== Segment start ==

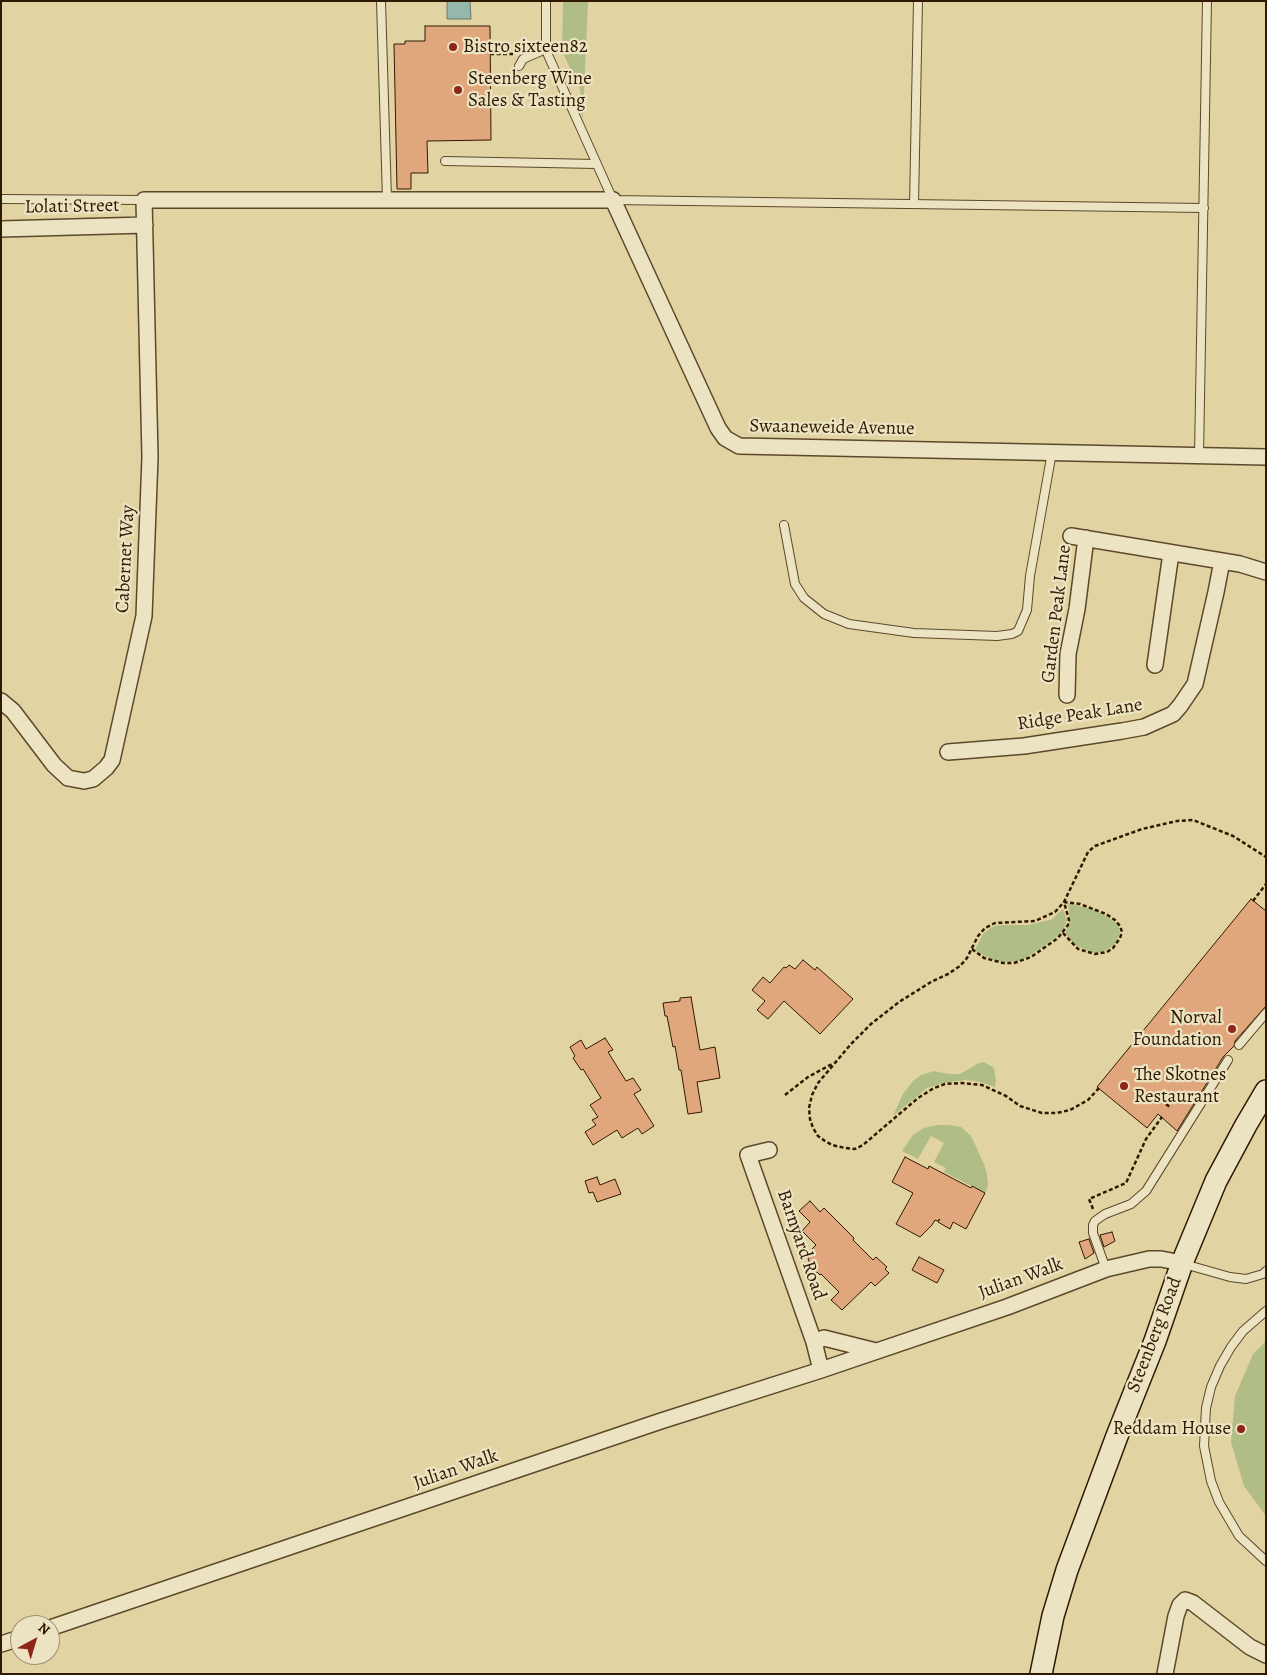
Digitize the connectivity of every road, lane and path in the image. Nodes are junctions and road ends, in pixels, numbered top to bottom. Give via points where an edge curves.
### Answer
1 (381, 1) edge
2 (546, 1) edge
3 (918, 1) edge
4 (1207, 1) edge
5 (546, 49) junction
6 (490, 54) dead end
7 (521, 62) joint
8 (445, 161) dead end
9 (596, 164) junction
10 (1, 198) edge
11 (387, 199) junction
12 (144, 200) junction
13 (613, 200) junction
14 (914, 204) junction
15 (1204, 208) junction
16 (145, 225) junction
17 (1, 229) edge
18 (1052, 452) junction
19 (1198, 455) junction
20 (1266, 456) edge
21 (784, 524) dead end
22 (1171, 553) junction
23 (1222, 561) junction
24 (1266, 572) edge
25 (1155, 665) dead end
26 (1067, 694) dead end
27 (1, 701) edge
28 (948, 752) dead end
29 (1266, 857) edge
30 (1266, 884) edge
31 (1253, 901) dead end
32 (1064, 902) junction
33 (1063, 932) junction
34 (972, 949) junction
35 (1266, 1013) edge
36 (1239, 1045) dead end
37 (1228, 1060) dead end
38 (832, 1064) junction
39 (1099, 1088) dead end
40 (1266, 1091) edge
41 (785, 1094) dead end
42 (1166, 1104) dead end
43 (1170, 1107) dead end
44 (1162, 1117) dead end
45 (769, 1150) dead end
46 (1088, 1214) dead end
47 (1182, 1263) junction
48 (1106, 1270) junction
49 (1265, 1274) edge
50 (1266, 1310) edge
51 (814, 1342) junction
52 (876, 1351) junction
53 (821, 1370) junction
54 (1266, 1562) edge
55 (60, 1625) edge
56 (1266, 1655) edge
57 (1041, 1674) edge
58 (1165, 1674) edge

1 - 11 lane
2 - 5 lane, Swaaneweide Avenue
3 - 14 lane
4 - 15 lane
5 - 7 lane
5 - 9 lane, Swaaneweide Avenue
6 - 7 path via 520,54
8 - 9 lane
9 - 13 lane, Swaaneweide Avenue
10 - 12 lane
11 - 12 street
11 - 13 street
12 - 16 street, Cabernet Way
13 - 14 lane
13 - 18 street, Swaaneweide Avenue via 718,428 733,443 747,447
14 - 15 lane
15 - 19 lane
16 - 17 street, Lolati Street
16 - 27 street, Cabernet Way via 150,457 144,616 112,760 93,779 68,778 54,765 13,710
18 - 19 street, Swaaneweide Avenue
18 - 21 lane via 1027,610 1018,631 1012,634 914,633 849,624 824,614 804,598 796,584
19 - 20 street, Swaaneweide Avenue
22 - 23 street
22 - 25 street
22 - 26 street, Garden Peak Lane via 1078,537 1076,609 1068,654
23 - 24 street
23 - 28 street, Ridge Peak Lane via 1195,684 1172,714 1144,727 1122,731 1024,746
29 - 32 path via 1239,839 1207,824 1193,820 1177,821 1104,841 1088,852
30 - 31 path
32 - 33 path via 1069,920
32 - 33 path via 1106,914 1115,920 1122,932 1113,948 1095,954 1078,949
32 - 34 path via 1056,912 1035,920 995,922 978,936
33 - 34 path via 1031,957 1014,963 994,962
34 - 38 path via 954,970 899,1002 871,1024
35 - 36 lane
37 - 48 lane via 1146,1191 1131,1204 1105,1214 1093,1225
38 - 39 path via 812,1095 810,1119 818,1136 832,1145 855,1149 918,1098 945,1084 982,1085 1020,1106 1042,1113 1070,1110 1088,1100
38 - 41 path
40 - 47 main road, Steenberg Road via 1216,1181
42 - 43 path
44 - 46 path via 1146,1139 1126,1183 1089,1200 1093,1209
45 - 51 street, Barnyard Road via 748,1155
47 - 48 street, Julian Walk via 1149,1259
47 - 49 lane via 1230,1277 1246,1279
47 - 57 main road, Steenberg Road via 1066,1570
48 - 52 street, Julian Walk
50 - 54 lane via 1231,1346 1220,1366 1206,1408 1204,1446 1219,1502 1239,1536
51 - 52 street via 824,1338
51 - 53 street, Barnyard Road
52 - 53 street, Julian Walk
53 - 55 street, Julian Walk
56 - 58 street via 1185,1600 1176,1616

== Segment end ==
== Segment start ==

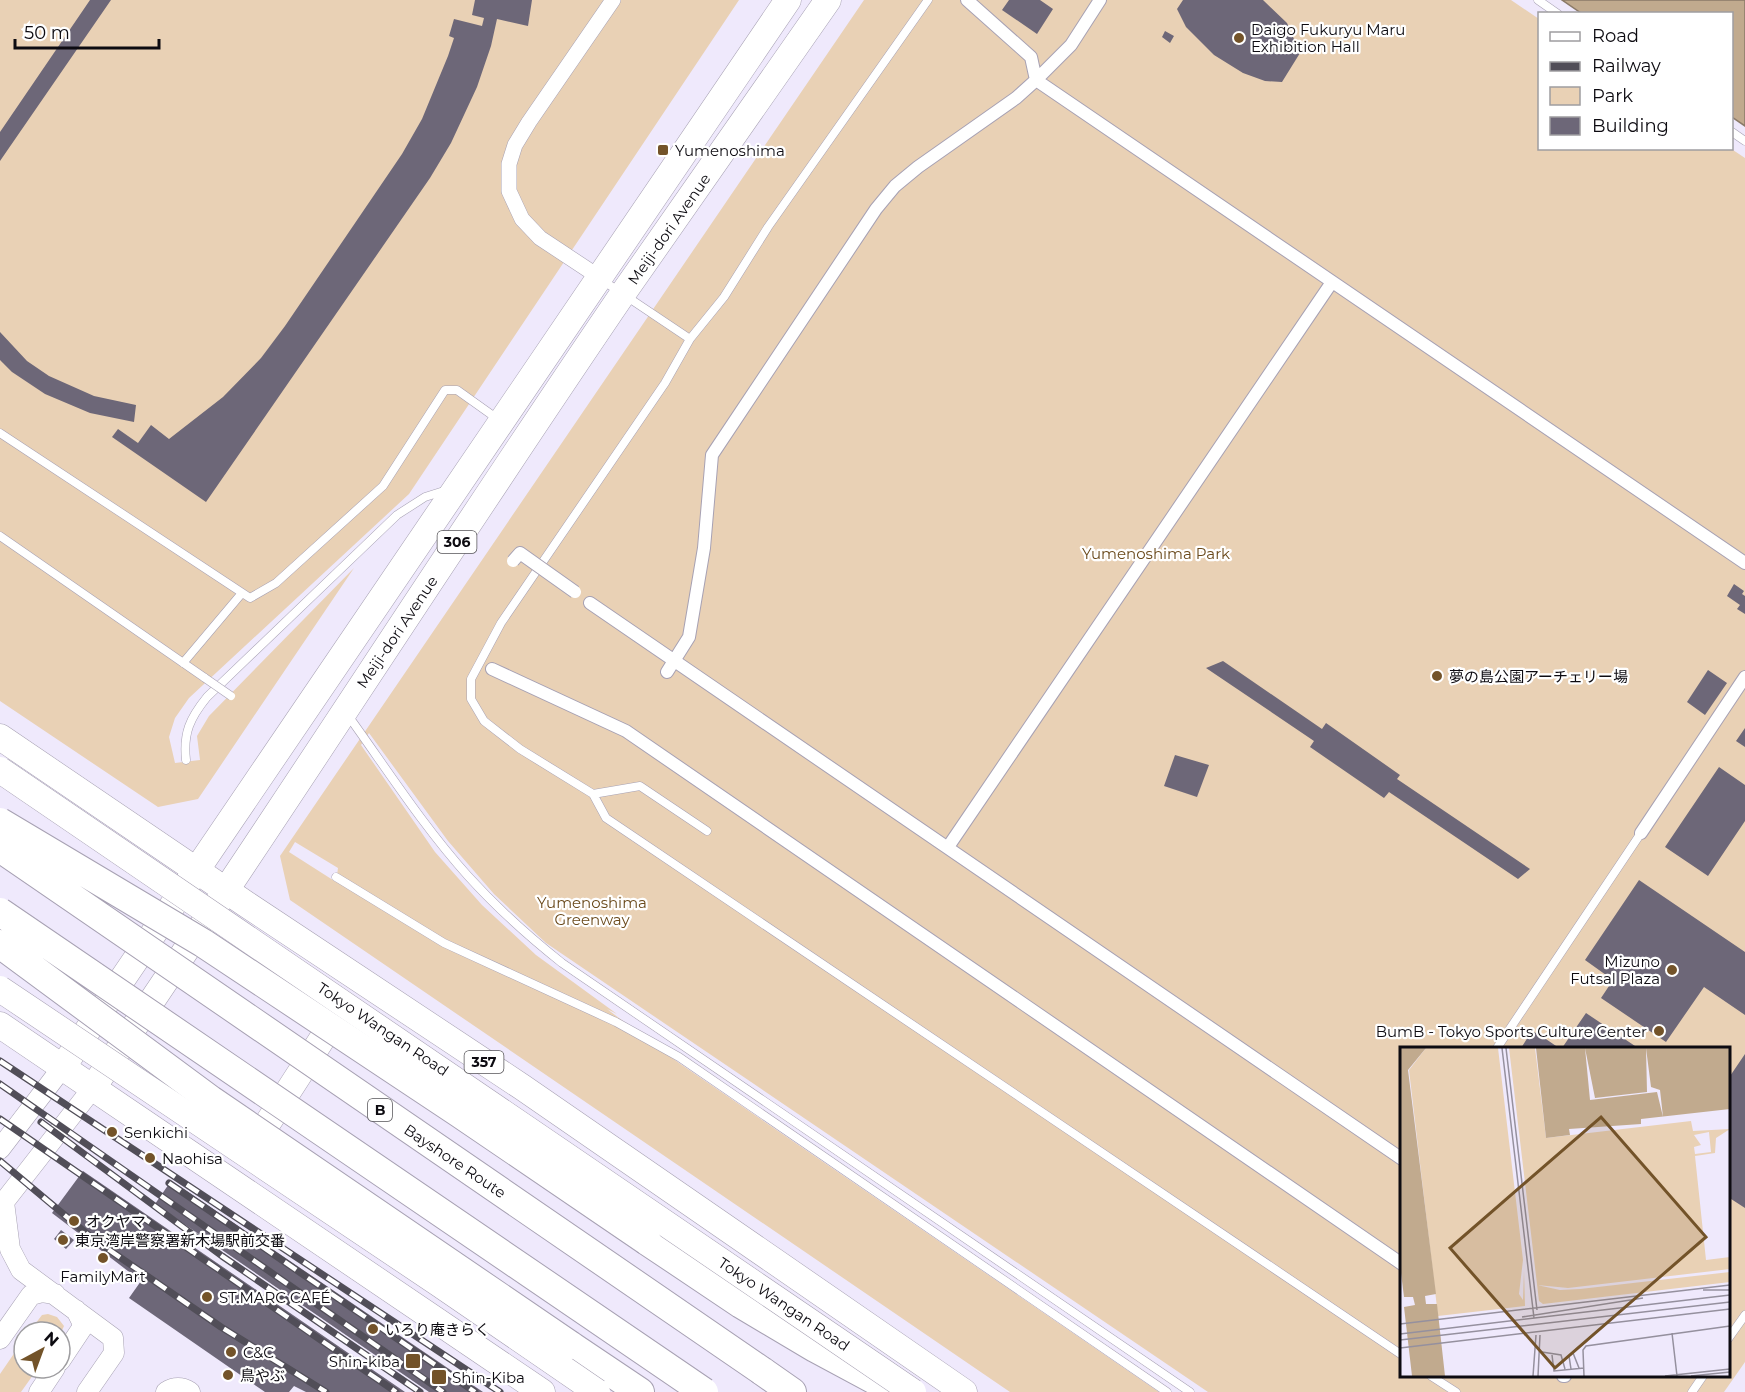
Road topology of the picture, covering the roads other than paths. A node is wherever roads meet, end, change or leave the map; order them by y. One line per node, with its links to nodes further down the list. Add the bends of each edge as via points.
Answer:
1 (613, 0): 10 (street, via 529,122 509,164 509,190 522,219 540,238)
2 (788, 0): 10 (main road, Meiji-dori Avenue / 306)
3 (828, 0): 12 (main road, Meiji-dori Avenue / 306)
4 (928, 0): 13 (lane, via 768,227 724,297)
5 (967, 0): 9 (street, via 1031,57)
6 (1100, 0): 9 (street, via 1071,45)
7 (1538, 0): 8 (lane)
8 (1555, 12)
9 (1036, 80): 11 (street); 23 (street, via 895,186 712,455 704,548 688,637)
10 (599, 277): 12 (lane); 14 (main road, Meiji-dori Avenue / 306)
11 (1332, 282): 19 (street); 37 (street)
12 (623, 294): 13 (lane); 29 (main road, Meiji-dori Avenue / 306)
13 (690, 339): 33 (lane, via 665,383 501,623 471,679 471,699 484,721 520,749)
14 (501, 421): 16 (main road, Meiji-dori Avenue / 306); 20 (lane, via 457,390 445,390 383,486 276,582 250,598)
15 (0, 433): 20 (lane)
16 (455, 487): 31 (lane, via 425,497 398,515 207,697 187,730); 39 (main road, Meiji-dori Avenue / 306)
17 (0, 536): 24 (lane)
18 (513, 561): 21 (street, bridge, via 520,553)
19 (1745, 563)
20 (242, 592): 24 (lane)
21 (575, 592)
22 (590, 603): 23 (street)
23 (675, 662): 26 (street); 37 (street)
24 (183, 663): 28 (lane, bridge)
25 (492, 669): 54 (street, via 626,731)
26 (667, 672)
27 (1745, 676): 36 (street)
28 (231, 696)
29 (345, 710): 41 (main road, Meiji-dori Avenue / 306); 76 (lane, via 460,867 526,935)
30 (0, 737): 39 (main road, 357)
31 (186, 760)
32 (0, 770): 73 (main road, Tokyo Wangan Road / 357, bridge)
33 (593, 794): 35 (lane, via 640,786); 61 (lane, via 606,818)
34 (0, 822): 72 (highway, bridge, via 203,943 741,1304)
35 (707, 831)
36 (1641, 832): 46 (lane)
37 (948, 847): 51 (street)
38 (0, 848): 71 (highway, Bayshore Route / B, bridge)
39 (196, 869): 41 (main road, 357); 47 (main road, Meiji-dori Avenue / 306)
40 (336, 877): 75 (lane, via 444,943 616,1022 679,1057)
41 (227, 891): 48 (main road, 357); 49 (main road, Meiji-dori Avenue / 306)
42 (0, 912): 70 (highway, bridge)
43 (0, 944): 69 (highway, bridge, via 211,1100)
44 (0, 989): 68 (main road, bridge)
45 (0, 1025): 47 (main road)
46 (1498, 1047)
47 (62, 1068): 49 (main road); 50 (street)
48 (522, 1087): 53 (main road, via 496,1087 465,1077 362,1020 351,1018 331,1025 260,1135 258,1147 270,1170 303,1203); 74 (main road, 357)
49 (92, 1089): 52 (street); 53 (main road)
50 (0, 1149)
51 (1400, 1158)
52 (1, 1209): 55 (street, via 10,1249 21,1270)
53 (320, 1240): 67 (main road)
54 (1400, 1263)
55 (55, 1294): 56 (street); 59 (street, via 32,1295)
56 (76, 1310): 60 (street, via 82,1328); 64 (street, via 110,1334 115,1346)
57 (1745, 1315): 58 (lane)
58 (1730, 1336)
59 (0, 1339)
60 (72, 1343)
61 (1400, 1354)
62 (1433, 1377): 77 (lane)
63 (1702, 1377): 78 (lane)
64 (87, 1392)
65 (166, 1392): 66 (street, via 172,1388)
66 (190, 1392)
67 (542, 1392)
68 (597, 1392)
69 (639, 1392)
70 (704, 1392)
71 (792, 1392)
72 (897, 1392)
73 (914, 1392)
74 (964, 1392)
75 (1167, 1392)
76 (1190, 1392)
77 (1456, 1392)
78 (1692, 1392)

== Segment end ==

# WORK TO COMPLETE
How many lines of these entries hold the string "highway"? Answer with the number alone.

# EXERCISE SOLUTION
4